4th Century Chinese "Yellow Soup"

Comment: this is not about soup!

NYTimes: When Pills Fail, This, er, Option Provides a Cure
Excerpt:

Transplanting feces from a healthy person into the gut of one who is sick can quickly cure severe intestinal infections caused by a dangerous type of bacteria that antibiotics often cannot control.

A new study finds that such transplants cured 15 of 16 people who had recurring infections with Clostridium difficile bacteria, whereas antibiotics cured only 3 of 13 and 4 of 13 patients in two comparison groups. The treatment appears to work by restoring the gut’s normal balance of bacteria, which fight off C. difficile.

The study is the first to compare the transplants with standard antibiotic therapy. The research, conducted in the Netherlands, was published Wednesday in The New England Journal of Medicine.

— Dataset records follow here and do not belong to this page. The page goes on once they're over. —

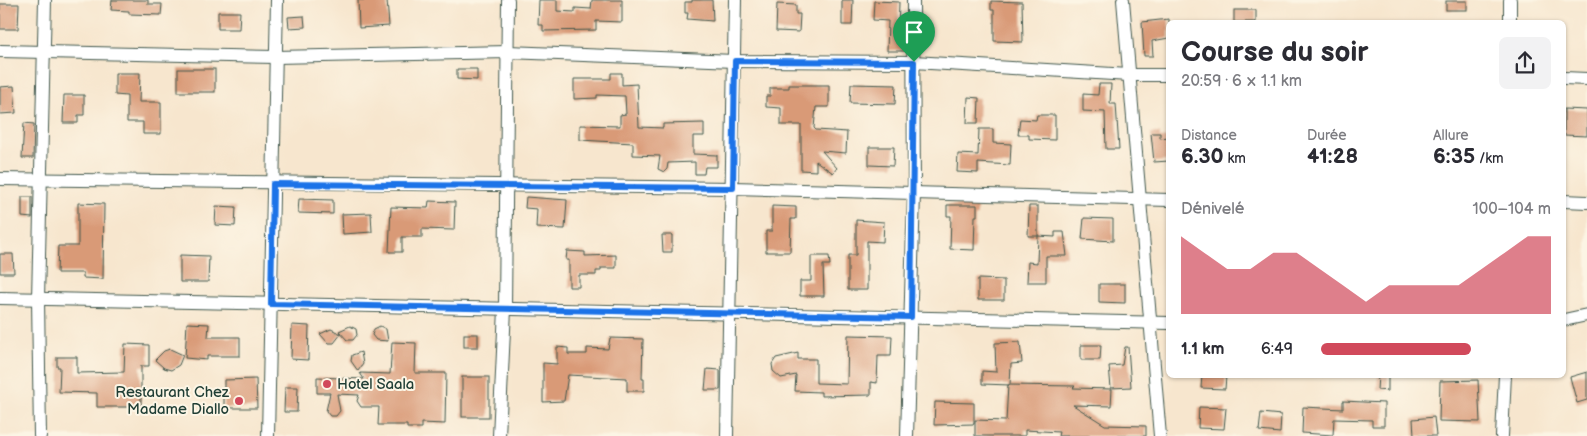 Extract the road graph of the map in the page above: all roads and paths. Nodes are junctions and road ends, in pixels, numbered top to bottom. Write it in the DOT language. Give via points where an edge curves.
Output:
graph roads {
  1 [pos="45,0"];
  2 [pos="277,0"];
  3 [pos="508,0"];
  4 [pos="735,0"];
  5 [pos="913,0"];
  6 [pos="1123,0"];
  7 [pos="1510,0"];
  8 [pos="1510,20"];
  9 [pos="0,51"];
  10 [pos="44,52"];
  11 [pos="508,52"];
  12 [pos="276,57"];
  13 [pos="735,61"];
  14 [pos="914,62"];
  15 [pos="1129,75"];
  16 [pos="1166,75"];
  17 [pos="1566,78"];
  18 [pos="1587,79"];
  19 [pos="0,179"];
  20 [pos="40,180"];
  21 [pos="273,184"];
  22 [pos="507,185"];
  23 [pos="733,188"];
  24 [pos="914,193"];
  25 [pos="1140,200"];
  26 [pos="1166,200"];
  27 [pos="1566,201"];
  28 [pos="1587,202"];
  29 [pos="0,298"];
  30 [pos="38,299"];
  31 [pos="271,304"];
  32 [pos="505,309"];
  33 [pos="729,314"];
  34 [pos="1587,314"];
  35 [pos="911,317"];
  36 [pos="1566,319"];
  37 [pos="1150,322"];
  38 [pos="1166,323"];
  39 [pos="1506,378"];
  40 [pos="40,436"];
  41 [pos="268,436"];
  42 [pos="499,436"];
  43 [pos="727,436"];
  44 [pos="907,436"];
  45 [pos="1160,436"];
  46 [pos="1502,436"];
  1 -- 10 [label="street"];
  2 -- 12 [label="street"];
  3 -- 11 [label="street"];
  4 -- 13 [label="street"];
  5 -- 14 [label="street"];
  6 -- 15 [label="street"];
  7 -- 8 [label="street"];
  9 -- 10 [label="street"];
  10 -- 12 [label="street"];
  10 -- 20 [label="street"];
  11 -- 12 [label="street"];
  11 -- 13 [label="street"];
  11 -- 22 [label="street"];
  12 -- 21 [label="street"];
  13 -- 14 [label="street"];
  13 -- 23 [label="street"];
  14 -- 15 [label="street"];
  14 -- 24 [label="street"];
  15 -- 16 [label="street"];
  15 -- 25 [label="street"];
  17 -- 18 [label="street"];
  19 -- 20 [label="street"];
  20 -- 21 [label="street"];
  20 -- 30 [label="street"];
  21 -- 22 [label="street"];
  21 -- 31 [label="street"];
  22 -- 23 [label="street"];
  22 -- 32 [label="street"];
  23 -- 24 [label="street"];
  23 -- 33 [label="street"];
  24 -- 25 [label="street"];
  24 -- 35 [label="street"];
  25 -- 26 [label="street"];
  25 -- 37 [label="street"];
  27 -- 28 [label="street"];
  29 -- 30 [label="street"];
  30 -- 31 [label="street"];
  30 -- 40 [label="street"];
  31 -- 32 [label="street"];
  31 -- 41 [label="street"];
  32 -- 33 [label="street"];
  32 -- 42 [label="street"];
  33 -- 35 [label="street"];
  33 -- 43 [label="street"];
  34 -- 36 [label="street"];
  35 -- 37 [label="street"];
  35 -- 44 [label="street"];
  37 -- 38 [label="street"];
  37 -- 45 [label="street"];
  39 -- 46 [label="street"];
}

Fecal transplants have been used sporadically for years as a last resort to fight this stubborn and debilitating infection, which kills 14,000 people a year in the United States. The infection is usually caused by antibiotics, which can predispose people to C. difficile by killing normal gut bacteria. If patients are then exposed to C. difficile, which is common in many hospitals, it can take hold.

The usual treatment involves more antibiotics, but about 20 percent of patients relapse, and many of them suffer repeated attacks, with severe diarrhea, vomiting and fever.

Researchers say that, worldwide, about 500 people with the infection have had fecal transplantation. It involves diluting stool with a liquid, like salt water, and then pumping it into the intestinal tract via an enema, a colonoscope or a tube run through the nose into the stomach or small intestine.

Stool can contain hundreds or even thousands of types of bacteria, and researchers do not yet know which ones have the curative powers. So for now, feces must be used pretty much intact.

Medical journals have reported high success rates and seemingly miraculous cures in patients who have suffered for months. But until now there was room for doubt, because no controlled experiments had compared the outlandish-sounding remedy with other treatments.

The new research is the first to provide the type of evidence that skeptics have demanded, and proponents say they hope the results will help bring fecal transplants into the medical mainstream, because for some patients nothing else works.

“Those of us who do fecal transplant know how effective it is,” said Dr. Colleen R. Kelly, a gastroenterologist with the Women’s Medicine Collaborative in Providence, R.I., who was not part of the Dutch study. “The tricky part has been convincing everybody else.”

.....

Fecal therapy has often been used to cure gut trouble in cows and horses. Books on traditional Chinese medicine mention giving it to people by mouth to cure diarrhea in the fourth century; one book called it yellow soup.

In 1958, Dr. Ben Eiseman, of the University of Colorado, published a report about using fecal enemas to cure four patients with life-threatening intestinal infections.
Comment: Missionary friend sent the article to me. I find it interesting that the concept goes back to 4th Century China. Glad I did not have to take orally! Also interesting that only 500 have been done. I was # 9 in the Park Nicollet system. About the effectiveness ... yes ... a complete cure. Consider that I was sick for 10 weeks ... thousands of dollars in pills ... 4 days hospitalized. Almost $ 15,000 in costs (although my max out of pocket threshold was $ 5000.). 7 weeks of missed work! (and that's just in 2012! I was sick for about the same amount of time in 2011!) To have a complete cure is amazing to me. I am praising the Lord and thanking my Doctor!

Two methods are mentioned in the article ... tube though the nose into the small intestine and the back door approach. I had the later.

About "yellow soup" ... that's about right .... but more like yellow broth. 1 liter of it.